Prompt
With the records below as input, work out how many lines include the word "pinky". Give only the number.

** Exercise materials follows **

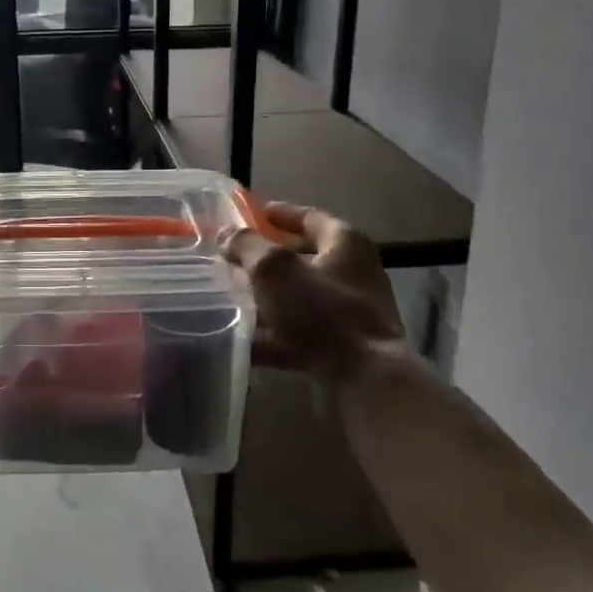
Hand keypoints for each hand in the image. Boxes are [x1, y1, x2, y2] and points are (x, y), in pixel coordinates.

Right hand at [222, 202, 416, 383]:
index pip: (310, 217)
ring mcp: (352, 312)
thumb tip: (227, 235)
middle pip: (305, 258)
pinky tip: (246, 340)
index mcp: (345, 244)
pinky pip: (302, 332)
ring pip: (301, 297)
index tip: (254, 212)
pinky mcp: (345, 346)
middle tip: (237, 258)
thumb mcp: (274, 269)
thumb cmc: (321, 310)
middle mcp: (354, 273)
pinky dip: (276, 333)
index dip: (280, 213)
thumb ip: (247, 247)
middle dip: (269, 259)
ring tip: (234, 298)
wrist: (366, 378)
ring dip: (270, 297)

** End of Exercise materials **
** Exercise materials follows **

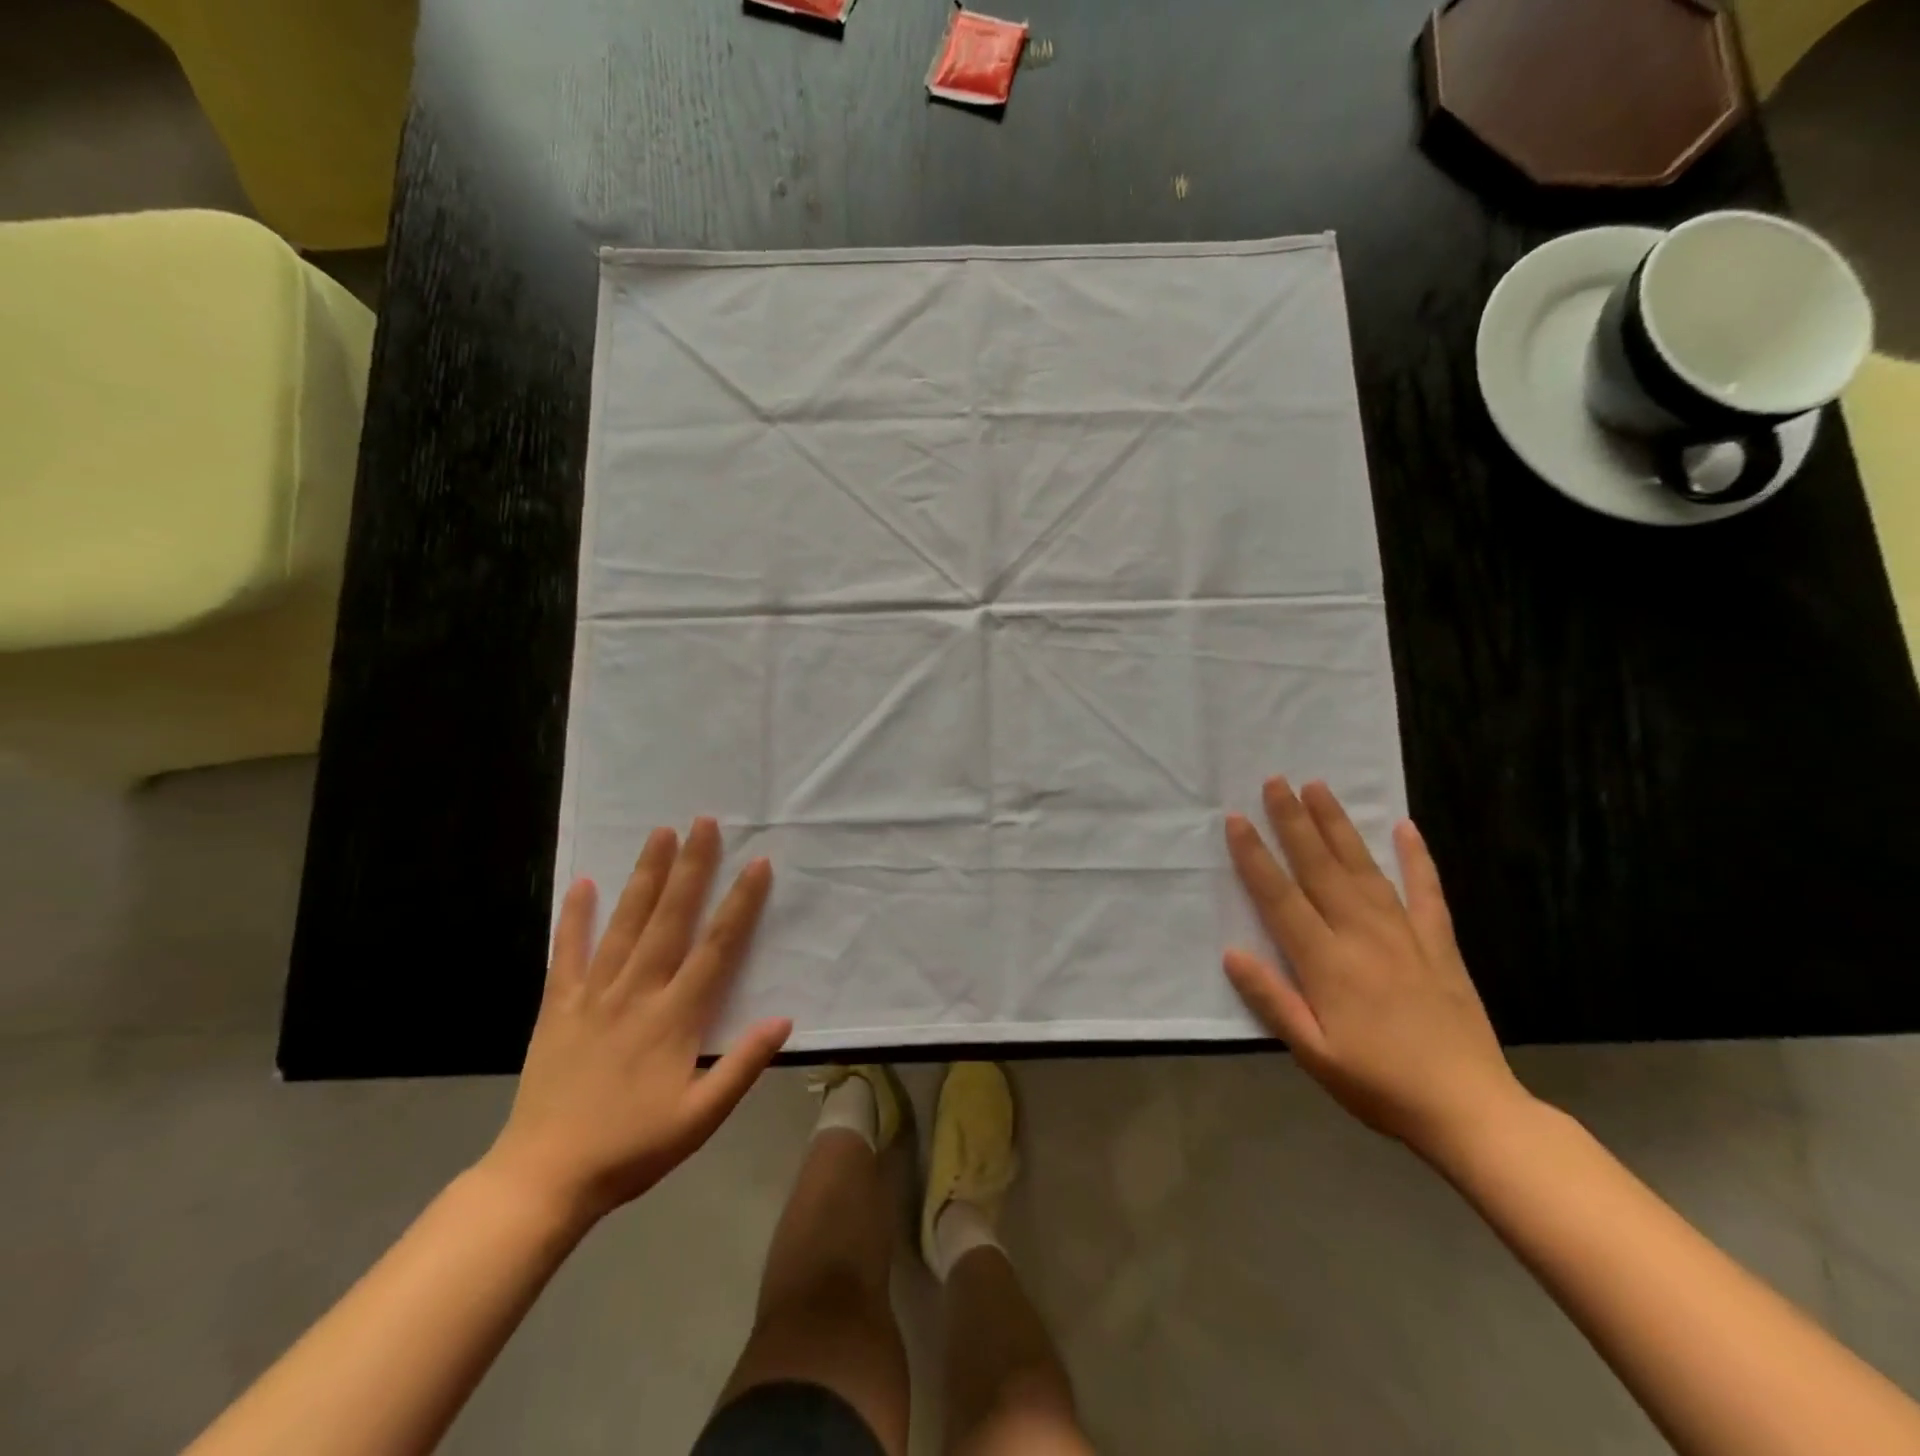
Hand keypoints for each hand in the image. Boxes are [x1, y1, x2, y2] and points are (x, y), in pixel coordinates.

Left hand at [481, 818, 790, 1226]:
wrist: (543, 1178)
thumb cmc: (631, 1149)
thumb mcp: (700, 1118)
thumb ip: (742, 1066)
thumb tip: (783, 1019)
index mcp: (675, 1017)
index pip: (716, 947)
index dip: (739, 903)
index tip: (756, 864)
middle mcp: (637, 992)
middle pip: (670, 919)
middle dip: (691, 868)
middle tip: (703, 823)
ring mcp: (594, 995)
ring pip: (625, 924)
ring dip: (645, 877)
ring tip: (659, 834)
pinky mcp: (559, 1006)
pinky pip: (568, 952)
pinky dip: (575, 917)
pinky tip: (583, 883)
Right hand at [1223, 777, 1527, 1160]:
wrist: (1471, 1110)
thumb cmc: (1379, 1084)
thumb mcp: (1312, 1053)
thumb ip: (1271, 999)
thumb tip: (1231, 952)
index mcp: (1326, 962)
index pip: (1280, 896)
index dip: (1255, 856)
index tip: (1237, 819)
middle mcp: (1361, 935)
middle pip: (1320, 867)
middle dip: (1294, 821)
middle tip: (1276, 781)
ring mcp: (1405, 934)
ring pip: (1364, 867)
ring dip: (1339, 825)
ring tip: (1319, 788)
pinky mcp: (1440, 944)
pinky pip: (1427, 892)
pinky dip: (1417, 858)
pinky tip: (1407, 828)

** End of Exercise materials **

Answer for the task
12